- RECORDS FOR THIS EXERCISE:
****************
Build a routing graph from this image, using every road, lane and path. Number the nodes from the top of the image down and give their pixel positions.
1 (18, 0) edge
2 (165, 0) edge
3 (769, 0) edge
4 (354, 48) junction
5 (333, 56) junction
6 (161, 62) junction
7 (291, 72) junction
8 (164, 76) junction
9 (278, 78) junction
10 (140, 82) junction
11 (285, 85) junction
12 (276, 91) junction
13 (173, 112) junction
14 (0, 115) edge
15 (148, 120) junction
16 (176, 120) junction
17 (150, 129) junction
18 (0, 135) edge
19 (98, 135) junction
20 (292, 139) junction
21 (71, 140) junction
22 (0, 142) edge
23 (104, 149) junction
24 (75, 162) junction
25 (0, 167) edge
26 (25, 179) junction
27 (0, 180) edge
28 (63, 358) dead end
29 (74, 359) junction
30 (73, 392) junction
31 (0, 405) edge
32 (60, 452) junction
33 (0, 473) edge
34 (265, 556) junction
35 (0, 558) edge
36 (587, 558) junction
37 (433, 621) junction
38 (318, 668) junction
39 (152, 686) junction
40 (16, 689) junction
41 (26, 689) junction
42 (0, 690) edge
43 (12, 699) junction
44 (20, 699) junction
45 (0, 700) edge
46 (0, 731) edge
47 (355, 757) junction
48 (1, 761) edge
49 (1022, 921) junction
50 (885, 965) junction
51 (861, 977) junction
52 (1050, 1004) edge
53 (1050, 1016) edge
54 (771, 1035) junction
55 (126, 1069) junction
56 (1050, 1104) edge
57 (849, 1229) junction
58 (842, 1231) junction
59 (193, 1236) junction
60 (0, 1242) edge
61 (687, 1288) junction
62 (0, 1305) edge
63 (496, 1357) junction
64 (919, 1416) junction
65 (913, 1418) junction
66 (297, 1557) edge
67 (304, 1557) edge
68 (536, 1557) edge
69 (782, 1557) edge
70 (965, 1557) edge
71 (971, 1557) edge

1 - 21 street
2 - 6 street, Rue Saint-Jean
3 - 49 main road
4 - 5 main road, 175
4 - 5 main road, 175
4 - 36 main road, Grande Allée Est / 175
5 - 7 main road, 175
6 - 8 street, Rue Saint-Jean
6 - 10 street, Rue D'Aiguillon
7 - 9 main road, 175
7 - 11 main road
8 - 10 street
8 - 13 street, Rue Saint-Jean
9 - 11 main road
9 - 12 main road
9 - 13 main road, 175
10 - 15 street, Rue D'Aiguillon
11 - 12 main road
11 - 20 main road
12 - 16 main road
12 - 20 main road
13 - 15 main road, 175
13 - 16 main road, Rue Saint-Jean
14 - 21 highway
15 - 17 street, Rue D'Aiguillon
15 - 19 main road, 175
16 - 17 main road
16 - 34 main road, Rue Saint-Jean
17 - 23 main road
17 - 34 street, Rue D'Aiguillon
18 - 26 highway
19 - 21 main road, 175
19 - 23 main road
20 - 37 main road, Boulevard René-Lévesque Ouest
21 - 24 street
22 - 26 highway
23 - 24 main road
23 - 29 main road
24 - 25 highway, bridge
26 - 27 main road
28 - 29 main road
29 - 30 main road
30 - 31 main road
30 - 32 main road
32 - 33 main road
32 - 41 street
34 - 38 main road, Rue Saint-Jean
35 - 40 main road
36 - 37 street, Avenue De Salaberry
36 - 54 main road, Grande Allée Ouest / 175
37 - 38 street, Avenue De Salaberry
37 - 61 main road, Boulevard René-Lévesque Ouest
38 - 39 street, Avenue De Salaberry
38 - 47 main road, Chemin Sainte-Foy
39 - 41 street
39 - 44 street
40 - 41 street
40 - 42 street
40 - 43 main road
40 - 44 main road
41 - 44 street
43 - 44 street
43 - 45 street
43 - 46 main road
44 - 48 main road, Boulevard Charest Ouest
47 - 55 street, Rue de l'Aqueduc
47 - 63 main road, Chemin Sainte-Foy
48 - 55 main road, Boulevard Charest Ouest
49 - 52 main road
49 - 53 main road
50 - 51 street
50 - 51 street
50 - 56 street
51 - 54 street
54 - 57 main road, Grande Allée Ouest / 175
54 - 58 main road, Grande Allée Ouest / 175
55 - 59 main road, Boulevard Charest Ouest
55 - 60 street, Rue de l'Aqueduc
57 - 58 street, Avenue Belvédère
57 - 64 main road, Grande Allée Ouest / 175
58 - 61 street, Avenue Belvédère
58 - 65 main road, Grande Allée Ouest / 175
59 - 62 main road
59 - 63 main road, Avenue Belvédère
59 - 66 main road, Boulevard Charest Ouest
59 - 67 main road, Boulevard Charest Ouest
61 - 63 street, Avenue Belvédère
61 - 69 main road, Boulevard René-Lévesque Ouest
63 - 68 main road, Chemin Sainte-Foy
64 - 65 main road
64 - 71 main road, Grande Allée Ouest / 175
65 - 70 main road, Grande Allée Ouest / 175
****************
If a line above holds the string "Jean", count it; give the final total as the only output.

6